Even if your vendor doesn’t have a dedicated virtual support program, they still may be able to help you using basic smart phone or tablet technology. But there are steps you can take to make it the best experience possible.

The Virtual Support Tool Kit

Start with how you will connect. A smart phone is often the easiest solution, but it needs to be a smart phone that has a sufficient camera and a great connection. A phone with WiFi capability connected to your high speed network may be more effective than trying to connect over the cell network. That means looking at the phones that are available, and perhaps making an investment in upgrading a phone. Remember, you are going to be using it to look at equipment. The screen needs to be clear, bright, and not cracked.

An alternative is one of the many types of tablets. The screens are usually a bit larger and that may give you and the support partner an easier view. Remember that the tablet will need to be Wi-Fi or cell enabled; again, Wi-Fi usually works best. It needs to have a good camera, so repurposing that Kindle that has been sitting in a drawer at home isn’t the best path. A final path is to use a laptop with a camera, but they can become unwieldy when trying to maneuver inside of a device.

Once you have your technology sorted, think about two more things: light and sound. If you are going to be pointing your device into the guts of an inserter, inkjet press, or rewind, light will be essential. The light on the phone is not always enough, so look for either a strong flashlight or work light on a stand that can be directed into the machine. Just have something handy. I’ve seen teams invest in the selfie ring lights you can find online and in packs of LED stick lights to add lights where needed.

For sound, remember that sound quality will matter so that the engineers can hear you and you can hear them, so think about how you will make that work. If you can, use a good wireless headset, that keeps the mouthpiece close to you even if you are stretching your arm into the machine. If you are using a wired headset, take care that you don’t get caught on any of the machine parts!

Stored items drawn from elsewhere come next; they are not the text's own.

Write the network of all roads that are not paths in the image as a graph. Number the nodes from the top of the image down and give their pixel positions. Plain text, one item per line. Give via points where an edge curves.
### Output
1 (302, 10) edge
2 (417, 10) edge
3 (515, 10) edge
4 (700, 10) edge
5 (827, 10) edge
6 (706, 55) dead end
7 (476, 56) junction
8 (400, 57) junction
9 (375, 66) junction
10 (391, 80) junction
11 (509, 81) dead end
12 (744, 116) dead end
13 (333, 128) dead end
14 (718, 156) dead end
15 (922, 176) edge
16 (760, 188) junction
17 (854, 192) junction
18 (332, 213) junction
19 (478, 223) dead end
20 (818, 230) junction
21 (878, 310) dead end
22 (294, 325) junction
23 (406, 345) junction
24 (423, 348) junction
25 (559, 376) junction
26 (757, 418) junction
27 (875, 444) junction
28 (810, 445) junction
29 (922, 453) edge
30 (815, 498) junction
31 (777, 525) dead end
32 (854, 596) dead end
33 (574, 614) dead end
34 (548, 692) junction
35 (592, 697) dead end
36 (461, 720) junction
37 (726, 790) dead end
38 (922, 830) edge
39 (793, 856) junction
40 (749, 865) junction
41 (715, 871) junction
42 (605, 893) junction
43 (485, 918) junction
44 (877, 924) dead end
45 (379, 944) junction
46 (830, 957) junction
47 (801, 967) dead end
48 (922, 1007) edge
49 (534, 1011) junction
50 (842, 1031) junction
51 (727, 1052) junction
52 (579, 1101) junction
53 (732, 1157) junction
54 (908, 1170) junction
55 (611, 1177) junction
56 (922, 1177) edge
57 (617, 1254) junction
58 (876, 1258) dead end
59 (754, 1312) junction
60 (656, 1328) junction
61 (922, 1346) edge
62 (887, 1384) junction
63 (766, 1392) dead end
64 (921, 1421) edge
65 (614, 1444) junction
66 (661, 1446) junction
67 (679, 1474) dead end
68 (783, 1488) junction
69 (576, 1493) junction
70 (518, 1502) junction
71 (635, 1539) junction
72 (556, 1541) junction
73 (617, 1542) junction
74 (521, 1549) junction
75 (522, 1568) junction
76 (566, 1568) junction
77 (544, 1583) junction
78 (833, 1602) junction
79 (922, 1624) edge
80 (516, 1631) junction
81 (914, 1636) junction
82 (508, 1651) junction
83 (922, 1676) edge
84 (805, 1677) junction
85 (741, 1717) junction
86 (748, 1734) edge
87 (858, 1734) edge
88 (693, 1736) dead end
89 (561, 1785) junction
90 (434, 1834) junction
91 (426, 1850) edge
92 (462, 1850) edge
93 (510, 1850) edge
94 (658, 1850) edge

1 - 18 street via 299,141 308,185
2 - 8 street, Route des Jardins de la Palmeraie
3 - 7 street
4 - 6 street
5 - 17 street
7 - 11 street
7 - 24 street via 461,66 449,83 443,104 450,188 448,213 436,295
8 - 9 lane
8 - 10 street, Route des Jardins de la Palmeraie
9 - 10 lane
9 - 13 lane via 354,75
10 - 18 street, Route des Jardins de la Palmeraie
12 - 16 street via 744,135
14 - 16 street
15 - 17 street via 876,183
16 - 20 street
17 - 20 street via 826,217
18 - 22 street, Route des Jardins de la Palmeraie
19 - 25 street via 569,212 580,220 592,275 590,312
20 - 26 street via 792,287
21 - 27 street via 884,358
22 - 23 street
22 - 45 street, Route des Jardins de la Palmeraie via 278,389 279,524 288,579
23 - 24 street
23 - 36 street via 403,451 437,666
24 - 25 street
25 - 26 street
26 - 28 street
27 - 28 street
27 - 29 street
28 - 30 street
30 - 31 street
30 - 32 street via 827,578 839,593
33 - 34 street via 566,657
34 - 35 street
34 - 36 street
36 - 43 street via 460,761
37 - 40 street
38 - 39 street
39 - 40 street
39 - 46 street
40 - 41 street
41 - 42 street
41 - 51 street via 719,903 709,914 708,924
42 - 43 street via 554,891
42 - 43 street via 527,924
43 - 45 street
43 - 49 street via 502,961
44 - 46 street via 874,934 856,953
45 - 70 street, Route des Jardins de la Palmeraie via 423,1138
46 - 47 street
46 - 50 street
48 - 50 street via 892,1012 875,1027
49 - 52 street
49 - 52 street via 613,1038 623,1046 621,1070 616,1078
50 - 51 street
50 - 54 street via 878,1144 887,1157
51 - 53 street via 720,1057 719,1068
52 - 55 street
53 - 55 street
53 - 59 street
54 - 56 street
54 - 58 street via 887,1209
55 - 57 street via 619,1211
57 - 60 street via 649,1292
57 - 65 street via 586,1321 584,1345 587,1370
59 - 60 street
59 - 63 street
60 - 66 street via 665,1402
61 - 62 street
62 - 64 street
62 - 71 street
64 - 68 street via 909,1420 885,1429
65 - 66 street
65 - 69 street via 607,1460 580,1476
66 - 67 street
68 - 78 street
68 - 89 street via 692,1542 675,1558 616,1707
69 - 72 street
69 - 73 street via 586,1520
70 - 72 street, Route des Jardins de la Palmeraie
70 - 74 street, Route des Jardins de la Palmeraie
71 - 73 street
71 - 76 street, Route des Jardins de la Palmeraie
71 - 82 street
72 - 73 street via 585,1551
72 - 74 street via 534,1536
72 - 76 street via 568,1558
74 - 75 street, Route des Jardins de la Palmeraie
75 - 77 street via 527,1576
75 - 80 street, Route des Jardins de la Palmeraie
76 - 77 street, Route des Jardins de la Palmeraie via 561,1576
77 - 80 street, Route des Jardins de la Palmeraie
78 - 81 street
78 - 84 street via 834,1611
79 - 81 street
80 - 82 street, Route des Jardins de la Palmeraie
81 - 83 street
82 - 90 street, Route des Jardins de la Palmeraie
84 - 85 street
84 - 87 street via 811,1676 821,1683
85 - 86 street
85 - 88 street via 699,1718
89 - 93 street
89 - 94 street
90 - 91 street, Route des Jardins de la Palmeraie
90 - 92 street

The goal is to be ready when it’s time to call for help!

It Takes a Team!

The best practice for being prepared to use virtual support options is to bring as many of your staff members into the picture as possible. The operators, their direct supervisors, and production managers should all understand how a virtual support engagement works. If you already have a virtual support capability with your vendor, make sure that the entire team – operators, supervisors, technicians, and production managers – knows how to engage. If you have never worked in a virtual support scenario with your vendor, reach out to them now to see if they are set up to support you over a video link and what their system requirements might be.

Take some time to review how to get support before you need it!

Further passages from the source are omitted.